(Collected data)
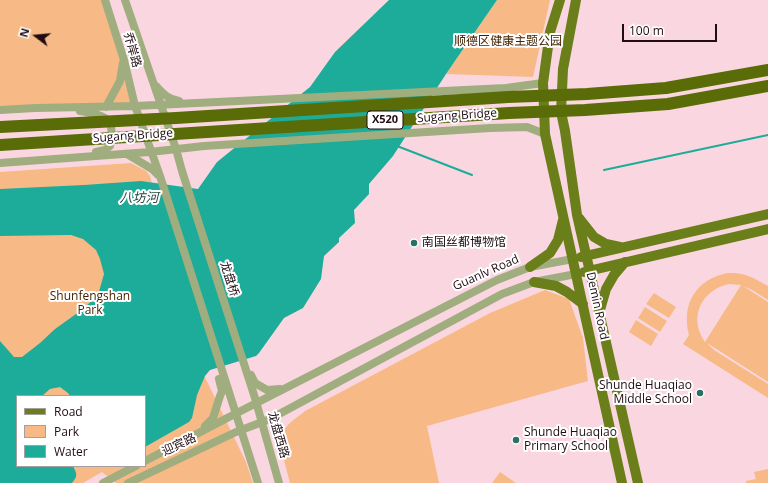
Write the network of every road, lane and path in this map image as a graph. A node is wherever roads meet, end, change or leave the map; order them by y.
1 (105, 0) edge
2 (125, 0) edge
3 (560, 0) edge
4 (576, 0) edge
5 (124, 60) junction
6 (768, 70) edge
7 (153, 82) junction
8 (543, 83) junction
9 (768, 86) edge
10 (190, 103) junction
11 (161, 105) junction
12 (135, 106) junction
13 (106, 107) junction
14 (61, 108) junction
15 (1, 110) edge
16 (0, 127) edge
17 (545, 134) junction
18 (0, 145) edge
19 (176, 150) junction
20 (150, 152) junction
21 (127, 154) junction
22 (66, 158) junction
23 (0, 163) edge
24 (160, 176) junction
25 (768, 214) edge
26 (577, 215) junction
27 (564, 218) junction
28 (768, 230) edge
29 (622, 248) junction
30 (587, 256) junction
31 (573, 259) junction
32 (625, 262) junction
33 (530, 267) junction
34 (590, 270) junction
35 (576, 274) junction
36 (534, 282) junction
37 (583, 304) junction
38 (599, 312) junction
39 (215, 350) junction
40 (241, 354) junction
41 (284, 389) junction
42 (254, 394) joint
43 (256, 403) junction
44 (235, 414) junction
45 (262, 422) junction
46 (241, 430) junction
47 (200, 432) junction
48 (146, 460) edge
49 (134, 467) edge
50 (102, 483) edge
51 (128, 483) edge
52 (258, 483) edge
53 (279, 483) edge
54 (622, 483) edge
55 (638, 483) edge

1 - 5 street, 乔岸路
2 - 7 street, 乔岸路
3 - 8 main road, Demin Road
4 - 26 main road
5 - 12 street, 乔岸路
5 - 13 street
6 - 16 highway, Sugang Bridge / X520, bridge
7 - 10 street
7 - 11 street, 乔岸路
8 - 10 street
8 - 17 main road, Demin Road
9 - 18 highway, Sugang Bridge / X520, bridge
10 - 11 street
11 - 12 street
11 - 19 street, 乔岸路
12 - 13 street
12 - 20 street, 乔岸路
13 - 14 street
14 - 15 street
14 - 22 street
17 - 19 street
17 - 27 main road, Demin Road
19 - 20 street
19 - 40 street, 龙盘桥
20 - 21 street
20 - 24 street, 乔岸路
21 - 22 street
21 - 24 street
22 - 23 street
24 - 39 street
25 - 29 main road, Guanlv Road
26 - 29 main road
26 - 30 main road
27 - 31 main road, Demin Road
27 - 33 main road
28 - 32 main road
29 - 30 main road, Guanlv Road
30 - 31 main road, Guanlv Road
30 - 34 main road
31 - 33 street, Guanlv Road
31 - 35 main road, Demin Road
32 - 34 main road
32 - 38 main road
33 - 41 street, Guanlv Road
34 - 35 main road
34 - 38 main road
35 - 36 street
35 - 37 main road, Demin Road
36 - 37 main road
36 - 45 street
37 - 54 main road, Demin Road
38 - 55 main road
39 - 44 street
39 - 47 street
40 - 41 street
40 - 42 street, 龙盘桥
41 - 43 street, Guanlv Road
42 - 43 street, 龙盘西路
43 - 44 street, Guanlv Road
43 - 45 street, 龙盘西路
44 - 46 street
44 - 47 street, Guanlv Road
45 - 46 street
45 - 53 street, 龙盘西路
46 - 51 street, 迎宾路
46 - 52 street
47 - 48 street, Guanlv Road
49 - 50 street

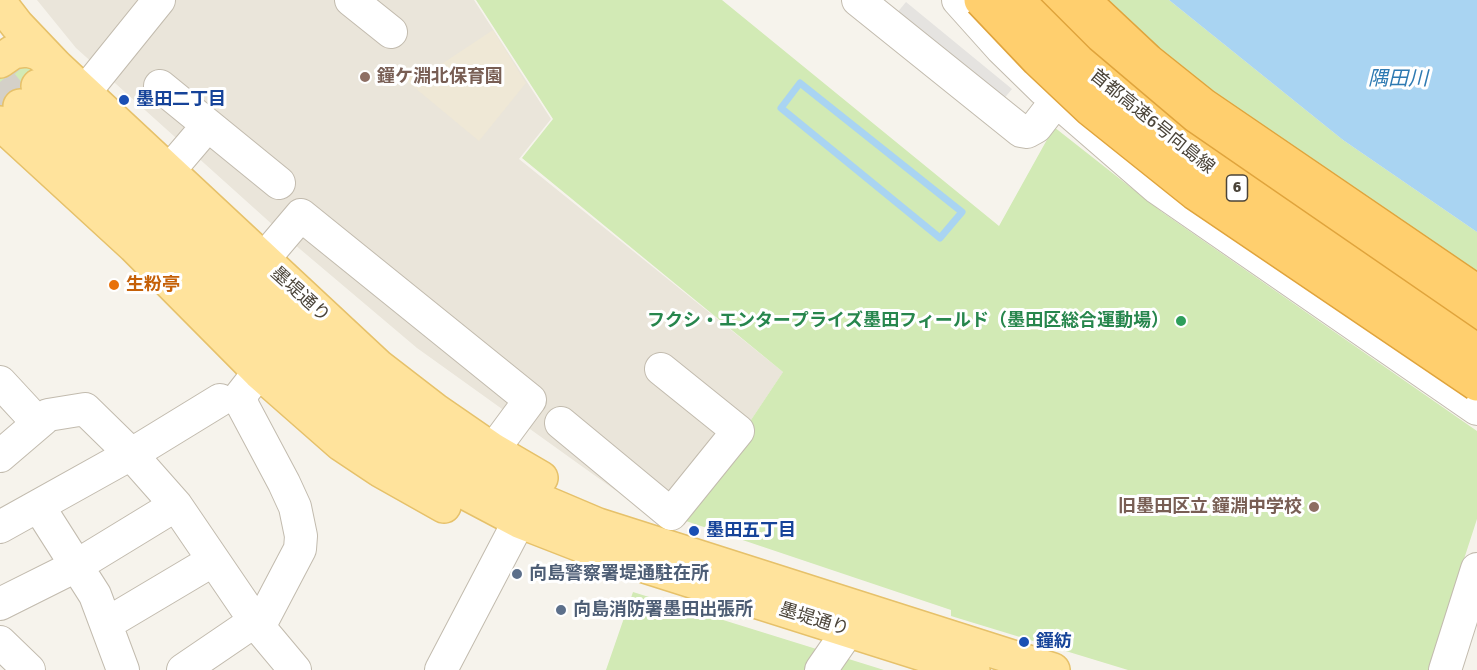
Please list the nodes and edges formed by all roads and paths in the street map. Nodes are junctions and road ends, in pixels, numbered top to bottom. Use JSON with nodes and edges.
{"nodes":[{"id":1,"x":159,"y":0,"type":"edge"},
{"id":2,"x":351,"y":0,"type":"edge"},
{"id":3,"x":858,"y":0,"type":"edge"},
{"id":4,"x":958,"y":0,"type":"edge"},
{"id":5,"x":981,"y":0,"type":"edge"},
{"id":6,"x":1017,"y":0,"type":"edge"},
{"id":7,"x":1048,"y":0,"type":"edge"},
{"id":8,"x":1083,"y":0,"type":"edge"},
{"id":9,"x":0,"y":3,"type":"edge"},
{"id":10,"x":391,"y":32,"type":"dead end"},
{"id":11,"x":0,"y":61,"type":"edge"},
{"id":12,"x":160,"y":86,"type":"dead end"},
{"id":13,"x":84,"y":93,"type":"junction"},
{"id":14,"x":1056,"y":101,"type":"junction"},
{"id":15,"x":19,"y":105,"type":"edge"},
{"id":16,"x":208,"y":125,"type":"junction"},
{"id":17,"x":168,"y":172,"type":"junction"},
{"id":18,"x":254,"y":254,"type":"junction"},
{"id":19,"x":1477,"y":292,"type":"edge"},
{"id":20,"x":1477,"y":320,"type":"edge"},
{"id":21,"x":1477,"y":349,"type":"edge"},
{"id":22,"x":661,"y":369,"type":"dead end"},
{"id":23,"x":259,"y":372,"type":"junction"},
{"id":24,"x":0,"y":382,"type":"edge"},
{"id":25,"x":1477,"y":384,"type":"edge"},
{"id":26,"x":220,"y":400,"type":"dead end"},
{"id":27,"x":1477,"y":408,"type":"edge"},
{"id":28,"x":38,"y":423,"type":"junction"},
{"id":29,"x":130,"y":453,"type":"junction"},
{"id":30,"x":500,"y":454,"type":"junction"},
{"id":31,"x":0,"y":456,"type":"edge"},
{"id":32,"x":176,"y":505,"type":"junction"},
{"id":33,"x":39,"y":507,"type":"junction"},
{"id":34,"x":671,"y":514,"type":"junction"},
{"id":35,"x":519,"y":521,"type":"junction"},
{"id":36,"x":0,"y":527,"type":"edge"},
{"id":37,"x":650,"y":541,"type":"junction"},
{"id":38,"x":212,"y":561,"type":"junction"},
{"id":39,"x":76,"y":566,"type":"junction"},
{"id":40,"x":1477,"y":568,"type":"edge"},
{"id":41,"x":0,"y":604,"type":"edge"},
{"id":42,"x":106,"y":624,"type":"junction"},
{"id":43,"x":257,"y":624,"type":"junction"},
{"id":44,"x":848,"y":631,"type":"junction"},
{"id":45,"x":0,"y":642,"type":"edge"},
{"id":46,"x":29,"y":670,"type":"edge"},
{"id":47,"x":123,"y":670,"type":"edge"},
{"id":48,"x":183,"y":670,"type":"edge"},
{"id":49,"x":295,"y":670,"type":"edge"},
{"id":50,"x":441,"y":670,"type":"edge"},
{"id":51,"x":821,"y":670,"type":"edge"},
{"id":52,"x":973,"y":670,"type":"edge"},
{"id":53,"x":1053,"y":670,"type":"edge"},
{"id":54,"x":1444,"y":670,"type":"edge"}],
"edges":[{"from":1,"to":13,"type":"street"},
{"from":2,"to":10,"type":"street"},
{"from":3,"to":14,"type":"street"},
{"from":4,"to":14,"type":"street"},
{"from":5,"to":25,"type":"highway","bridge":true},
{"from":6,"to":21,"type":"highway","name":"首都高速6号向島線","number":"6","bridge":true},
{"from":7,"to":20,"type":"highway"},
{"from":8,"to":19,"type":"highway"},
{"from":9,"to":15,"type":"main road","name":"墨堤通り"},
{"from":11,"to":15,"type":"main road"},
{"from":12,"to":16,"type":"street"},
{"from":13,"to":15,"type":"main road","name":"墨堤通り"},
{"from":13,"to":17,"type":"main road","name":"墨堤通り"},
{"from":14,"to":27,"type":"street"},
{"from":15,"to":23,"type":"main road","name":"墨堤通り"},
{"from":15,"to":35,"type":"main road","name":"墨堤通り"},
{"from":15,"to":37,"type":"main road","name":"墨堤通り"},
{"from":16,"to":17,"type":"street"},
{"from":16,"to":18,"type":"street"},
{"from":17,"to":18,"type":"main road","name":"墨堤通り"},
{"from":18,"to":30,"type":"main road","name":"墨堤通り"},
{"from":18,"to":30,"type":"street"},
{"from":21,"to":27,"type":"street"},
{"from":22,"to":34,"type":"street"},
{"from":23,"to":35,"type":"main road","name":"墨堤通り"},
{"from":23,"to":43,"type":"street"},
{"from":24,"to":28,"type":"street"},
{"from":26,"to":29,"type":"street"},
{"from":28,"to":29,"type":"street"},
{"from":28,"to":31,"type":"street"},
{"from":29,"to":32,"type":"street"},
{"from":29,"to":33,"type":"street"},
{"from":30,"to":34,"type":"street"},
{"from":30,"to":37,"type":"main road","name":"墨堤通り"},
{"from":32,"to":38,"type":"street"},
{"from":32,"to":39,"type":"street"},
{"from":33,"to":36,"type":"street"},
{"from":33,"to":39,"type":"street"},
{"from":34,"to":37,"type":"street"},
{"from":35,"to":44,"type":"main road","name":"墨堤通り"},
{"from":35,"to":50,"type":"street"},
{"from":37,"to":53,"type":"main road","name":"墨堤通り"},
{"from":38,"to":42,"type":"street"},
{"from":38,"to":43,"type":"street"},
{"from":39,"to":41,"type":"street"},
{"from":39,"to":42,"type":"street"},
{"from":40,"to":54,"type":"street"},
{"from":42,"to":47,"type":"street"},
{"from":43,"to":48,"type":"street"},
{"from":43,"to":49,"type":"street"},
{"from":44,"to":51,"type":"street"},
{"from":44,"to":52,"type":"main road","name":"墨堤通り"},
{"from":45,"to":46,"type":"street"}]}
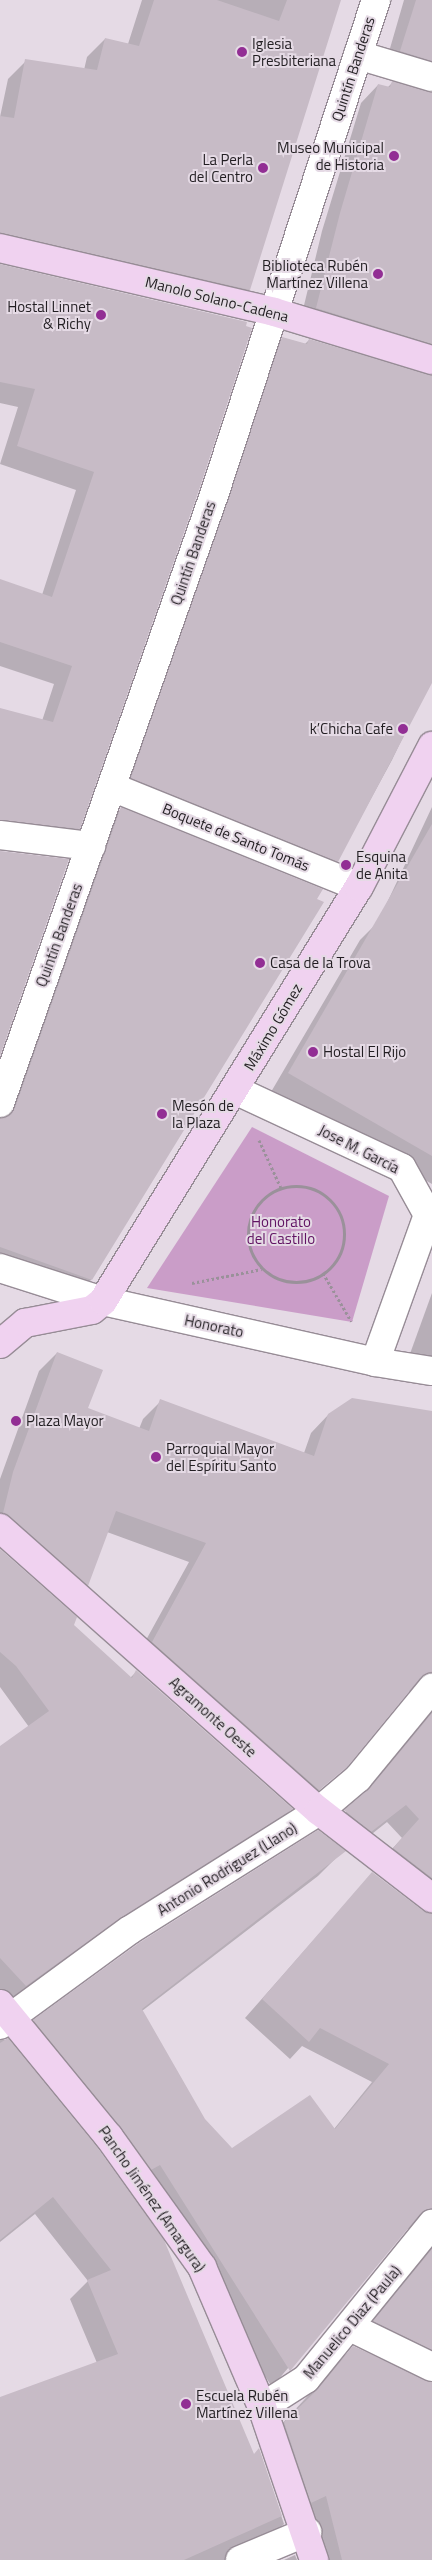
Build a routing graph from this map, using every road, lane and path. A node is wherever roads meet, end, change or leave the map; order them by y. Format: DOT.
graph roads {
  1 [pos="376,0"];
  2 [pos="358,55"];
  3 [pos="432,77"];
  4 [pos="0,248"];
  5 [pos="274,312"];
  6 [pos="432,360"];
  7 [pos="432,746"];
  8 [pos="112,787"];
  9 [pos="0,835"];
  10 [pos="91,846"];
  11 [pos="359,887"];
  12 [pos="236,1090"];
  13 [pos="0,1103"];
  14 [pos="335,1206"];
  15 [pos="0,1268"];
  16 [pos="102,1301"];
  17 [pos="0,1344"];
  18 [pos="375,1362"];
  19 [pos="432,1371"];
  20 [pos="0,1528"];
  21 [pos="432,1688"];
  22 [pos="318,1811"];
  23 [pos="432,1898"];
  24 [pos="4,2015"];
  25 [pos="432,2224"];
  26 [pos="350,2327"];
  27 [pos="432,2367"];
  28 [pos="262,2407"];
  29 [pos="307,2532"];
  30 [pos="240,2560"];
  31 [pos="314,2560"];
  1 -- 2 [label="street, Quintín Banderas"];
  2 -- 3 [label="street"];
  2 -- 5 [label="street, Quintín Banderas"];
  4 -- 5 [label="street, Manolo Solano-Cadena"];
  5 -- 6 [label="street, Manolo Solano-Cadena"];
  5 -- 8 [label="street, Quintín Banderas"];
  7 -- 11 [label="street, Máximo Gómez"];
  8 -- 10 [label="street, Quintín Banderas"];
  8 -- 11 [label="street, Boquete de Santo Tomás"];
  9 -- 10 [label="street"];
  10 -- 13 [label="street, Quintín Banderas"];
  11 -- 12 [label="street, Máximo Gómez"];
  12 -- 16 [label="street, Máximo Gómez"];
  12 -- 18 [label="street, Jose M. García"];
  14 -- 14 [label="path"];
  15 -- 16 [label="street, Honorato"];
  16 -- 17 [label="street"];
  16 -- 18 [label="street, Honorato"];
  18 -- 19 [label="street, Honorato"];
  20 -- 22 [label="street, Agramonte Oeste"];
  21 -- 22 [label="street, Antonio Rodriguez (Llano)"];
  22 -- 23 [label="street, Agramonte Oeste"];
  22 -- 24 [label="street, Antonio Rodriguez (Llano)"];
  24 -- 28 [label="street, Pancho Jiménez (Amargura)"];
  25 -- 26 [label="street, Manuelico Diaz (Paula)"];
  26 -- 27 [label="street"];
  26 -- 28 [label="street, Manuelico Diaz (Paula)"];
  28 -- 29 [label="street, Pancho Jiménez (Amargura)"];
  29 -- 30 [label="street"];
  29 -- 31 [label="street, Pancho Jiménez (Amargura)"];
}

(WHAT TO WORK ON)
The answer consists of every line above in which the word "Cadena" occurs.

(SOLVED PROBLEM)
  4 -- 5 [label="street, Manolo Solano-Cadena"];
  5 -- 6 [label="street, Manolo Solano-Cadena"];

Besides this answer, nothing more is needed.